### [Problem details]
Reproduce, without alteration, every line of the data; exclude the images.
== == ==
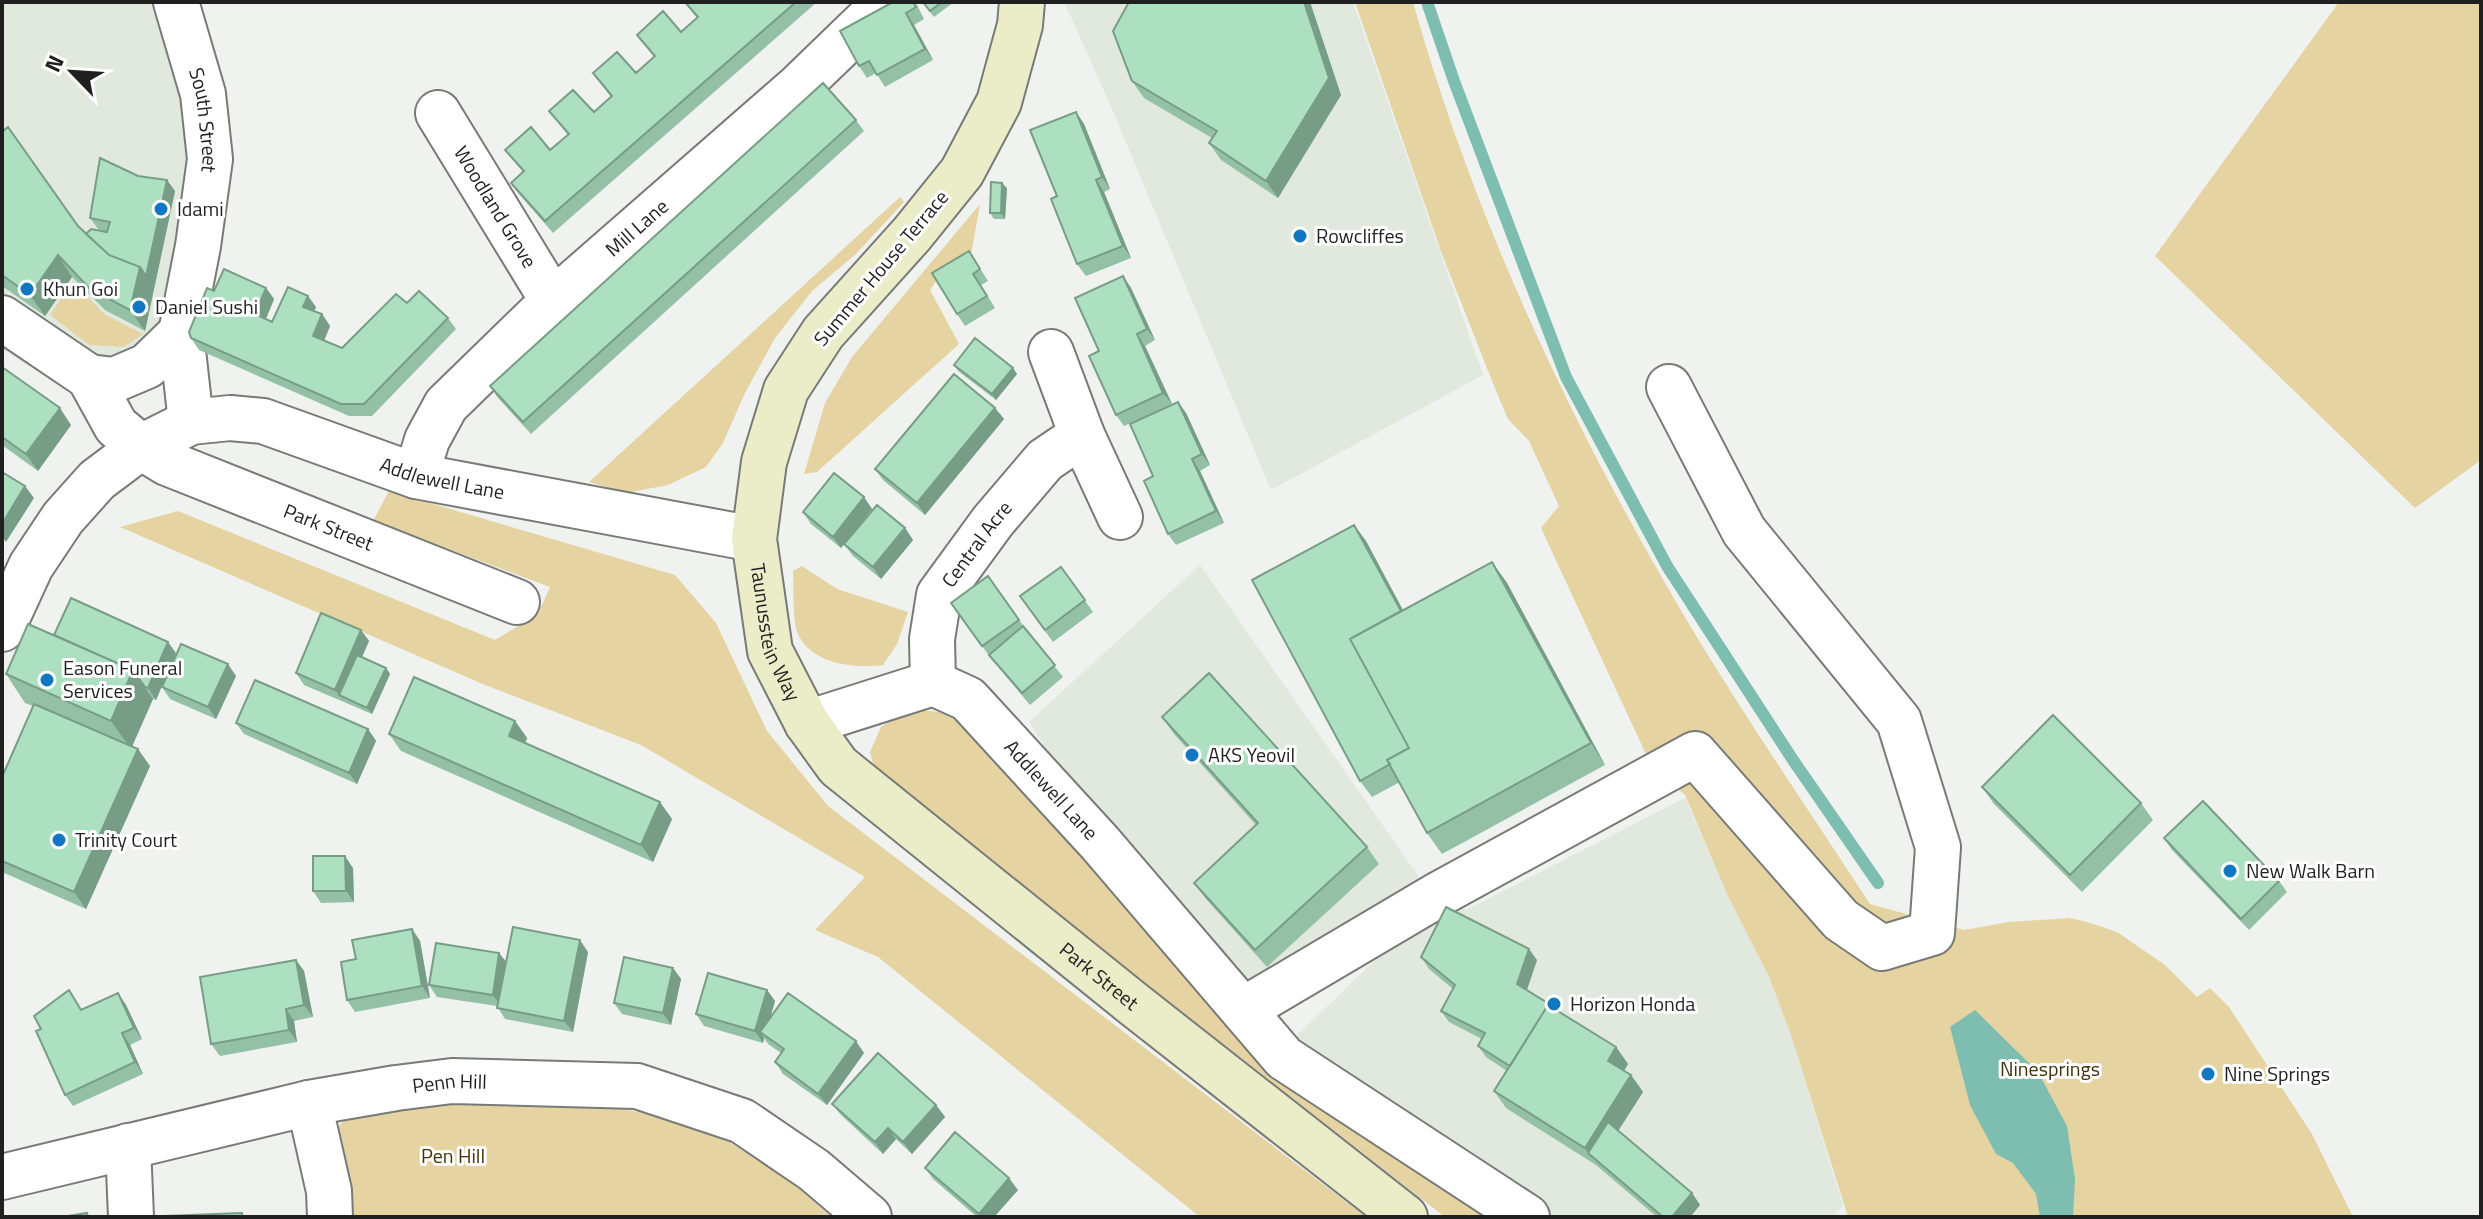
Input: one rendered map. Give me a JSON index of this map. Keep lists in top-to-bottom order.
{
  "streets": {
    "street": [
      "South Street",
      "Woodland Grove",
      "Mill Lane",
      "Summer House Terrace",
      "Addlewell Lane",
      "Park Street",
      "Central Acre",
      "Taunusstein Way",
      "Penn Hill"
    ]
  },
  "crossings": [
    ["South Street", "Addlewell Lane"],
    ["Woodland Grove", "Mill Lane"],
    ["Mill Lane", "Addlewell Lane"],
    ["Summer House Terrace", "Addlewell Lane"],
    ["Summer House Terrace", "Taunusstein Way"],
    ["Addlewell Lane", "Park Street"],
    ["Addlewell Lane", "Central Acre"],
    ["Addlewell Lane", "Taunusstein Way"],
    ["Park Street", "Taunusstein Way"]
  ],
  "parks": ["Ninesprings", "Pen Hill"],
  "places": [
    "Idami",
    "Rowcliffes",
    "Khun Goi",
    "Daniel Sushi",
    "Eason Funeral Services",
    "AKS Yeovil",
    "Trinity Court",
    "New Walk Barn",
    "Horizon Honda",
    "Nine Springs"
  ],
  "north": "top left"
}
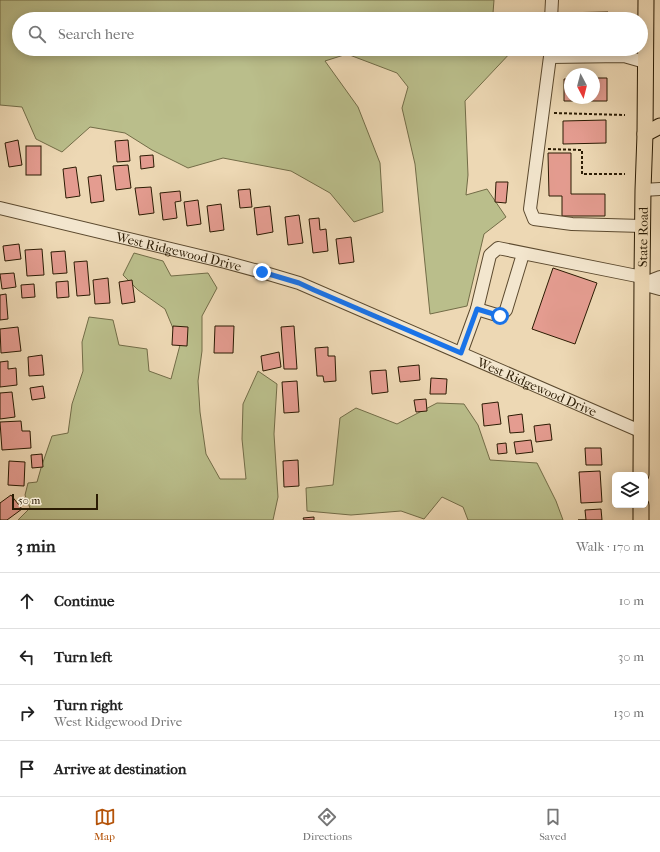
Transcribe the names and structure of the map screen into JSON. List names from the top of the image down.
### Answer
{
  "streets": {
    "main road": ["State Road"],
    "street": ["West Ridgewood Drive"]
  },
  "crossings": [
    ["State Road", "West Ridgewood Drive"]
  ],
  "scale_bar": "50 m",
  "north": "bottom",
  "page": {
    "search": "Search here",
    "scale": "50 m",
    "heading": ["3 min", "Walk · 170 m"],
    "list": [
      ["Continue", "10 m"],
      ["Turn left", "30 m"],
      ["Turn right", "West Ridgewood Drive", "130 m"],
      "Arrive at destination"
    ],
    "nav": ["Map", "Directions", "Saved"]
  }
}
== == ==
### [Written answer]
Input: one rendered map. Give me a JSON index of this map. Keep lists in top-to-bottom order.
{
  "streets": {
    "street": [
      "South Street",
      "Woodland Grove",
      "Mill Lane",
      "Summer House Terrace",
      "Addlewell Lane",
      "Park Street",
      "Central Acre",
      "Taunusstein Way",
      "Penn Hill"
    ]
  },
  "crossings": [
    ["South Street", "Addlewell Lane"],
    ["Woodland Grove", "Mill Lane"],
    ["Mill Lane", "Addlewell Lane"],
    ["Summer House Terrace", "Addlewell Lane"],
    ["Summer House Terrace", "Taunusstein Way"],
    ["Addlewell Lane", "Park Street"],
    ["Addlewell Lane", "Central Acre"],
    ["Addlewell Lane", "Taunusstein Way"],
    ["Park Street", "Taunusstein Way"]
  ],
  "parks": ["Ninesprings", "Pen Hill"],
  "places": [
    "Idami",
    "Rowcliffes",
    "Khun Goi",
    "Daniel Sushi",
    "Eason Funeral Services",
    "AKS Yeovil",
    "Trinity Court",
    "New Walk Barn",
    "Horizon Honda",
    "Nine Springs"
  ],
  "north": "top left"
}
Transcribe the names and structure of the map screen into JSON. List names from the top of the image down.
### Answer
{
  "streets": {
    "main road": ["State Road"],
    "street": ["West Ridgewood Drive"]
  },
  "crossings": [
    ["State Road", "West Ridgewood Drive"]
  ],
  "scale_bar": "50 m",
  "north": "bottom",
  "page": {
    "search": "Search here",
    "scale": "50 m",
    "heading": ["3 min", "Walk · 170 m"],
    "list": [
      ["Continue", "10 m"],
      ["Turn left", "30 m"],
      ["Turn right", "West Ridgewood Drive", "130 m"],
      "Arrive at destination"
    ],
    "nav": ["Map", "Directions", "Saved"]
  }
}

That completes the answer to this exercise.